[[ Material shown open ]]

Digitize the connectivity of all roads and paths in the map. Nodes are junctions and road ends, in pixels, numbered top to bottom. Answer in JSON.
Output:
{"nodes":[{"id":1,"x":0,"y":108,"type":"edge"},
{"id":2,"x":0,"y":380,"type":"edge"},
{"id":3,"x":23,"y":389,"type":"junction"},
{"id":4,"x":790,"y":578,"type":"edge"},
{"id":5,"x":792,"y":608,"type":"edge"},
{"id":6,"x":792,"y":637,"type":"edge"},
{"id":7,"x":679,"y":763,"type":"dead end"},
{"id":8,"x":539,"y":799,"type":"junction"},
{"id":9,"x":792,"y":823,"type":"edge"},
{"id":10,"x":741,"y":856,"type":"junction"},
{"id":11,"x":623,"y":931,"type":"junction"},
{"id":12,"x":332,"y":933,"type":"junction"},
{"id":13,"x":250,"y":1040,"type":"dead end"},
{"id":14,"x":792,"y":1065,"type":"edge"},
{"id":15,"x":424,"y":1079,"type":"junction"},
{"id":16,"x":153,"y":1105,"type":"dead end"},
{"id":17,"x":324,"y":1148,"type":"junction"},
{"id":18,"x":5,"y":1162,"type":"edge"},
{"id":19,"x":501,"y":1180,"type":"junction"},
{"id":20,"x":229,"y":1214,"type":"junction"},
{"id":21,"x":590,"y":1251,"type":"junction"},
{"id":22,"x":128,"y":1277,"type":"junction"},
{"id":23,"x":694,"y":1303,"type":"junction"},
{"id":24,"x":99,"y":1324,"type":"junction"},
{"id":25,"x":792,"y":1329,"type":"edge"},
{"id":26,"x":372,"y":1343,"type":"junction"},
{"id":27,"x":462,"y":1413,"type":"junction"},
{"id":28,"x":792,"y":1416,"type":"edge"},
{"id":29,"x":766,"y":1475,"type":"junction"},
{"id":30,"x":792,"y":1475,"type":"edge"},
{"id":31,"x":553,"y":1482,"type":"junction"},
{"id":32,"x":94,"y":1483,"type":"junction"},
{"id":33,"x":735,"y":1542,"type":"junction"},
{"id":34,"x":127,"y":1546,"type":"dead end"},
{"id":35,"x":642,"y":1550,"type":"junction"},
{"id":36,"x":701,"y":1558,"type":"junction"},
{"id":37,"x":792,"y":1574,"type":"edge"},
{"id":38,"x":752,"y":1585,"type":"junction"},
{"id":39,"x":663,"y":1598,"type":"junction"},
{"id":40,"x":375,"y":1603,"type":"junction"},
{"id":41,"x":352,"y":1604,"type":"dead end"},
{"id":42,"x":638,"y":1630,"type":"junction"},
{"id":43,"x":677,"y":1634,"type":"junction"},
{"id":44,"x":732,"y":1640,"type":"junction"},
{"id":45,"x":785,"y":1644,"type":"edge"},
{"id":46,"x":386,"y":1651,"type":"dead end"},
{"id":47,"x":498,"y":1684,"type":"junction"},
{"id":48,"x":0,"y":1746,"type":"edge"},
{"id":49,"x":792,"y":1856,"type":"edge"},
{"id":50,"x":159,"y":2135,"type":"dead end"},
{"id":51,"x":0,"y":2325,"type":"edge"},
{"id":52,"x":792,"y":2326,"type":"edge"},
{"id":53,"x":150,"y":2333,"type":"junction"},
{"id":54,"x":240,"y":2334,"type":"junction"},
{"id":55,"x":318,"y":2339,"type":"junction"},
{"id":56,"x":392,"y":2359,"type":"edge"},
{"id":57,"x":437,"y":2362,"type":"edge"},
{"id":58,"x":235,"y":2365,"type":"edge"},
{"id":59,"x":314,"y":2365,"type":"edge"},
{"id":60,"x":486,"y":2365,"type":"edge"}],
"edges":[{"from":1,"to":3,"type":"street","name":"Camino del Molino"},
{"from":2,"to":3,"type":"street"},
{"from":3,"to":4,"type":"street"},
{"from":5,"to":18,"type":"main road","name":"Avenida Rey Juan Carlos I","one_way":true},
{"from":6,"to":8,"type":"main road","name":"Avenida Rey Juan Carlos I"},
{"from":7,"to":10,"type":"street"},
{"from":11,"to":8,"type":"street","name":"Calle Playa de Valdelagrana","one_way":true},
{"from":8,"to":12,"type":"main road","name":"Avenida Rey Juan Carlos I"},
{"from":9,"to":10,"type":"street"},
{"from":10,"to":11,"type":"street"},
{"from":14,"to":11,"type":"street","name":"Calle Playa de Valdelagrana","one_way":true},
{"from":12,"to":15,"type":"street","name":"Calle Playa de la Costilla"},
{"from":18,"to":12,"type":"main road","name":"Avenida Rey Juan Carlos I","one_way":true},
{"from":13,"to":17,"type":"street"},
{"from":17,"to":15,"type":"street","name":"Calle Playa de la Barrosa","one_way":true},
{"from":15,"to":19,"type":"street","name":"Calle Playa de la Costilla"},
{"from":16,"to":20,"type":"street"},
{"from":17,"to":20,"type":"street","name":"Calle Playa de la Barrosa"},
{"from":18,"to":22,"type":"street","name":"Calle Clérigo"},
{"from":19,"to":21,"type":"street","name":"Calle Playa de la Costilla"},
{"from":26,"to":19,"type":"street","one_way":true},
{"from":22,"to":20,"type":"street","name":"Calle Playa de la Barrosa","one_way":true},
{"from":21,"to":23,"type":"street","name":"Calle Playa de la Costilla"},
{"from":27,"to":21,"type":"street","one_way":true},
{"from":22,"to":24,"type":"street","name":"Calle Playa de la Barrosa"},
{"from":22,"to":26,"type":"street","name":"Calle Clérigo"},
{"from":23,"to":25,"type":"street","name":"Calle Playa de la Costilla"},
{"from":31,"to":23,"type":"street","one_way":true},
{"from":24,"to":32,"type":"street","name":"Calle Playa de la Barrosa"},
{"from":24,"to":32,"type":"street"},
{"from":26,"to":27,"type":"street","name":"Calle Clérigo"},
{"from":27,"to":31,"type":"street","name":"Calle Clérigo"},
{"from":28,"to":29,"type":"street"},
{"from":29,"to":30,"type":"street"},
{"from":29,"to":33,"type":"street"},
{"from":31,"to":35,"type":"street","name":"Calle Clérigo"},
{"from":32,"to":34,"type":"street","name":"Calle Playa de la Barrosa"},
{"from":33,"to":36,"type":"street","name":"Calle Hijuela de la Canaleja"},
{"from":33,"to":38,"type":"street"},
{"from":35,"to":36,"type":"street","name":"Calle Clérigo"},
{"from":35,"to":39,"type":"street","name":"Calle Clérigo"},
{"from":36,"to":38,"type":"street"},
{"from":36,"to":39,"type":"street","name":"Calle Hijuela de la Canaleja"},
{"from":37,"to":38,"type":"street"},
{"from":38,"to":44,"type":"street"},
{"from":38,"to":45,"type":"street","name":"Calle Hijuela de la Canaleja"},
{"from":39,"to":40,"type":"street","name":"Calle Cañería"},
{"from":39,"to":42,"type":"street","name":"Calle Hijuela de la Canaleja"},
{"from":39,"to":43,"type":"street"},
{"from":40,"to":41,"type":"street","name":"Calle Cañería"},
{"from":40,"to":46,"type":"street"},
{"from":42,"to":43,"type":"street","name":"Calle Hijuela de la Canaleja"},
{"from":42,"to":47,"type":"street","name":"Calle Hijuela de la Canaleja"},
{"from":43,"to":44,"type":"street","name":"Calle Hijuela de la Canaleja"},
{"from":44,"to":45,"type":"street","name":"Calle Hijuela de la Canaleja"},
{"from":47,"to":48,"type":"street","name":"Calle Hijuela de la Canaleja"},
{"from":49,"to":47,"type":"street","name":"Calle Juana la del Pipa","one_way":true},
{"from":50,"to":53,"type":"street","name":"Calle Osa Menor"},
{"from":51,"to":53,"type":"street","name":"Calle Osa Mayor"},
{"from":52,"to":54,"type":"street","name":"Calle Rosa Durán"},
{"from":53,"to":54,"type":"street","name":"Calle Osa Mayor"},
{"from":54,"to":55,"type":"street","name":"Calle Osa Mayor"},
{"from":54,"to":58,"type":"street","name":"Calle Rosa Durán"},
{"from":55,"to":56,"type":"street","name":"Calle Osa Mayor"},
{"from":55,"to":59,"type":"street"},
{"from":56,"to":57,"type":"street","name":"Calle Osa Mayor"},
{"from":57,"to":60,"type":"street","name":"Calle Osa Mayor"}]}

[[ Material shown closed ]]

**Task**
Please say how many lines in the records above contain the word "Hijuela". Give the number alone.

**Task output**
9